1Dans un contexte où le débat sur les zones sensibles se fait toujours sentir, où l'insécurité est le maître mot des programmes politiques et où les « jeunes à la casquette à l'envers » troublent le quotidien de nos concitoyens, Pays de malheur ! tente de remettre de l'ordre. Rendant compte du dialogue entre un sociologue, Stéphane Beaud, et un emploi jeune en bibliothèque municipale, Younès Amrani1, il tente de montrer un autre visage des banlieues et de ses habitants, plus complexe que celui qui nous est offert par le discours médiatique. En effet, cet ouvrage livre un témoignage authentique, bouleversant, à propos du « monde des cités », cassant de nombreux tabous et non-dits. Ecrit sur un ton révolté, il donne la parole à ceux que l'on n'entend jamais et qui sont pourtant les plus aptes à s'exprimer sur ce sujet.
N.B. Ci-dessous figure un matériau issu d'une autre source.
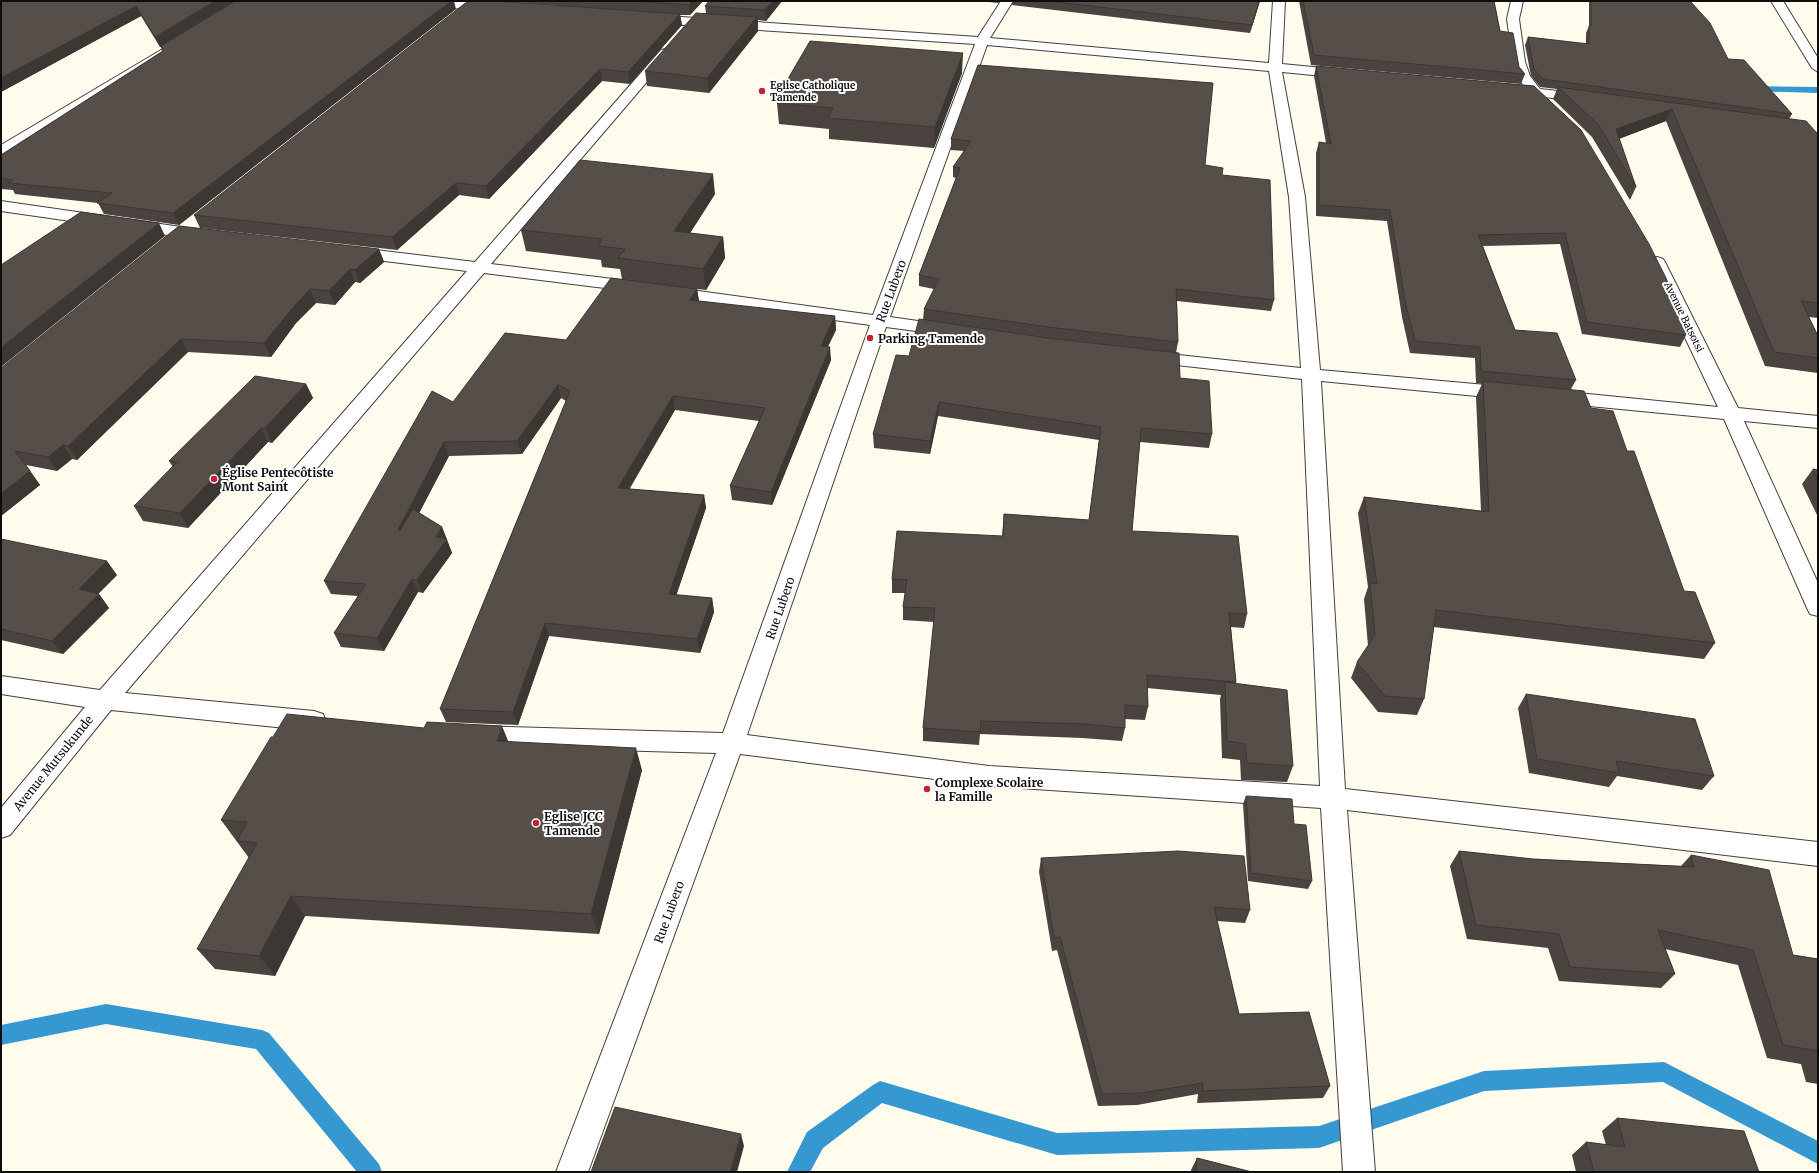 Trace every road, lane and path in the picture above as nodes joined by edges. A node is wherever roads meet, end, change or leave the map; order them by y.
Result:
1 (410, 1) edge
2 (1008, 1) edge
3 (1279, 1) edge
4 (1517, 1) edge
5 (1777, 1) edge
6 (473, 3) edge
7 (706, 6) edge
8 (502, 8) edge
9 (636, 18) edge
10 (451, 20) edge
11 (692, 22) junction
12 (982, 41) junction
13 (174, 46) edge
14 (1274, 68) junction
15 (1818, 68) edge
16 (1353, 75) edge
17 (1495, 87) edge
18 (1535, 91) junction
19 (1597, 100) edge
20 (1556, 112) edge
21 (1, 151) edge
22 (1, 206) edge
23 (201, 218) edge
24 (182, 232) junction
25 (222, 237) edge
26 (164, 247) edge
27 (1650, 249) edge
28 (332, 250) edge
29 (482, 267) junction
30 (880, 320) junction
31 (964, 332) edge
32 (1132, 354) edge
33 (1311, 375) junction
34 (1731, 413) junction
35 (1818, 422) edge
36 (1818, 608) edge
37 (1, 685) edge
38 (105, 700) junction
39 (334, 723) edge
40 (452, 734) edge
41 (732, 743) junction
42 (1333, 798) junction
43 (1, 827) edge
44 (1818, 854) edge
45 (572, 1172) edge
46 (1359, 1172) edge

1 - 6 street
2 - 12 street, Rue Lubero
3 - 14 street
4 - 18 street
5 - 15 street
6 - 8 street
6 - 10 street
7 - 11 street, Avenue Mutsukunde
9 - 11 street
11 - 12 street
11 - 29 street, Avenue Mutsukunde
12 - 14 street
12 - 30 street, Rue Lubero
13 - 21 street
14 - 16 street
14 - 33 street
17 - 18 street
18 - 19 street
18 - 20 street
22 - 24 street
23 - 24 street
24 - 25 street
24 - 26 street
27 - 34 street, Avenue Batsotsi
28 - 29 street
29 - 30 street
29 - 38 street, Avenue Mutsukunde
30 - 31 street
30 - 41 street, Rue Lubero
32 - 33 street
33 - 34 street
33 - 42 street
34 - 35 street
34 - 36 street, Avenue Batsotsi
37 - 38 street
38 - 39 street
38 - 43 street, Avenue Mutsukunde
40 - 41 street
41 - 42 street
41 - 45 street, Rue Lubero
42 - 44 street
42 - 46 street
2Cet ouvrage est en fait né d'une réaction de Younès Amrani à un précédent libre de Stéphane Beaud, 80% au bac et après... les enfants de la démocratisation scolaire (2002), qui mettait en avant les conditions sociales de l'échec universitaire et notamment le tabou absolu de l'élimination en douceur de certains élèves après le baccalauréat. Par des entretiens approfondis, Stéphane Beaud avait suivi les trajectoires de quatre jeunes hommes, de ceux que l'on appelle aujourd'hui les « nouveaux Français », pour montrer à la fois leur relatif anoblissement scolaire, mais aussi ce sentiment d'illégitimité scolaire qui les traverse à l'université. C'est à partir de cet ouvrage qu'est née la rencontre entre un sociologue sensibilisé à ces questions de réussite scolaire et de parcours des jeunes issus de l'immigration, et un emploi jeune dont la trajectoire, tout en étant particulière, peut être justement identifiable à celles de beaucoup de ces jeunes.

3La forme de Pays de malheur ! le distingue des ouvrages de sociologie traditionnels : il s'agit en effet d'une correspondance par mails entre les deux hommes, qui n'avait à l'origine pas pour but d'être publiée, ce qui donne sans doute au livre cette authenticité, cette sincérité que le lecteur percevra facilement. Il a aussi le mérite de montrer que toutes les paroles sont légitimes et que tout un chacun est capable de s'exprimer et d'éclaircir parfois le débat public à partir de son vécu et de son expérience personnelle. De plus, il permet de relativiser les discours médiatique et politique, et de porter un regard différent sur ces jeunes de quartier. Par la voix d'une personne qui connaît le milieu pour y avoir vécu, il réconcilie deux mondes éloignés qui n'ont a priori pas lieu de se côtoyer, celui de la sociologie et celui des cités.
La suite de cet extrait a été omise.